=== SUPPLIED MATERIAL ===
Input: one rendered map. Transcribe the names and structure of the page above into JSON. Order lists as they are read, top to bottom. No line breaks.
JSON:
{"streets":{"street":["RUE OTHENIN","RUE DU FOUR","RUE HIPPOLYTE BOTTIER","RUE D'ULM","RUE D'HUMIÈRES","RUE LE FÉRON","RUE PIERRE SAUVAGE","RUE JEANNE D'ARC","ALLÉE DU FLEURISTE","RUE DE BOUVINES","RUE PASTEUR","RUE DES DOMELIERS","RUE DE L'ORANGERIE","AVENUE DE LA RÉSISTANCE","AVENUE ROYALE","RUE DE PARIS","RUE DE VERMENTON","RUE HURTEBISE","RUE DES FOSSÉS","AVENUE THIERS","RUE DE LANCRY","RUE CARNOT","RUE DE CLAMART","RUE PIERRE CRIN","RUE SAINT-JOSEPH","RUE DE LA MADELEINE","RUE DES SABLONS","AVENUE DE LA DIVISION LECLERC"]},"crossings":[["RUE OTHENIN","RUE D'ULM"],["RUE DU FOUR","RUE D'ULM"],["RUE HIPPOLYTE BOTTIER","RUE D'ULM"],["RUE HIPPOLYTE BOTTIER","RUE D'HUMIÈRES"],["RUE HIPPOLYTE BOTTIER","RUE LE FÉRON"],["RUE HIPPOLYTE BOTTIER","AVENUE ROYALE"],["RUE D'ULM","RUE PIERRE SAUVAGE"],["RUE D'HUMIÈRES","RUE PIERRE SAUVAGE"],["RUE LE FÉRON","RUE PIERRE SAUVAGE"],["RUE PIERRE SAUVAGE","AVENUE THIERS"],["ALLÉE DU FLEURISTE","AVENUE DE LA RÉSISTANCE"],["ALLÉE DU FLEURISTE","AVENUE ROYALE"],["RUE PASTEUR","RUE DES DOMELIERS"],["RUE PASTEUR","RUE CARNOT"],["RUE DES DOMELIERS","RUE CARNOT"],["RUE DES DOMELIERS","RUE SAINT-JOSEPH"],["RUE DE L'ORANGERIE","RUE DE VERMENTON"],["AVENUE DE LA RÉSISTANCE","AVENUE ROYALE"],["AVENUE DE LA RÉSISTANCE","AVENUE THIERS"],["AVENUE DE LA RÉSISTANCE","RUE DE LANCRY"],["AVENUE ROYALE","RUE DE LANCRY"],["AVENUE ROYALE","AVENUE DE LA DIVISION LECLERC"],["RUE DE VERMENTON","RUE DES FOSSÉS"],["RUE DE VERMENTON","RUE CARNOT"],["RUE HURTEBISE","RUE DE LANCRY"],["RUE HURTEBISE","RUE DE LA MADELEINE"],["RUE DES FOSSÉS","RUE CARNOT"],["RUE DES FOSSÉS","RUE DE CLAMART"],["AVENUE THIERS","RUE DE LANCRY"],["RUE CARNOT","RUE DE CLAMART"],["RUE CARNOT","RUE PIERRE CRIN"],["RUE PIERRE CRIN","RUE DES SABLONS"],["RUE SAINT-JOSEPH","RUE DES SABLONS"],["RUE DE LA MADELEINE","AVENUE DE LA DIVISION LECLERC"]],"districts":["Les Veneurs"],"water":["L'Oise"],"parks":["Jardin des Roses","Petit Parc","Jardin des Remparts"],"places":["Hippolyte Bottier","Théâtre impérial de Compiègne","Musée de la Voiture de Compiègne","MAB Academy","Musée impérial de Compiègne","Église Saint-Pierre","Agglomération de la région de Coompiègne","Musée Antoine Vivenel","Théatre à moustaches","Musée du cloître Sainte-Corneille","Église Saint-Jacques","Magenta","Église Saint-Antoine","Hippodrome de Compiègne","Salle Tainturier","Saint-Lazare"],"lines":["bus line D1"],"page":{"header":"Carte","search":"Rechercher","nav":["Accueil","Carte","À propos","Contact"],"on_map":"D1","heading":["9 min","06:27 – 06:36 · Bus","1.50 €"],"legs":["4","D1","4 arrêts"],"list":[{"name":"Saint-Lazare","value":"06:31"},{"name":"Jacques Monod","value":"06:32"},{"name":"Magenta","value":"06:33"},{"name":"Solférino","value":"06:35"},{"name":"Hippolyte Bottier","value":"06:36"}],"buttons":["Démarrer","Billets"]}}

=== WHAT THE TASK ASKS ===
Determine how many lines in the data above contain the string "JSON". Give nothing except the number.

=== EXPECTED OUTPUT ===
2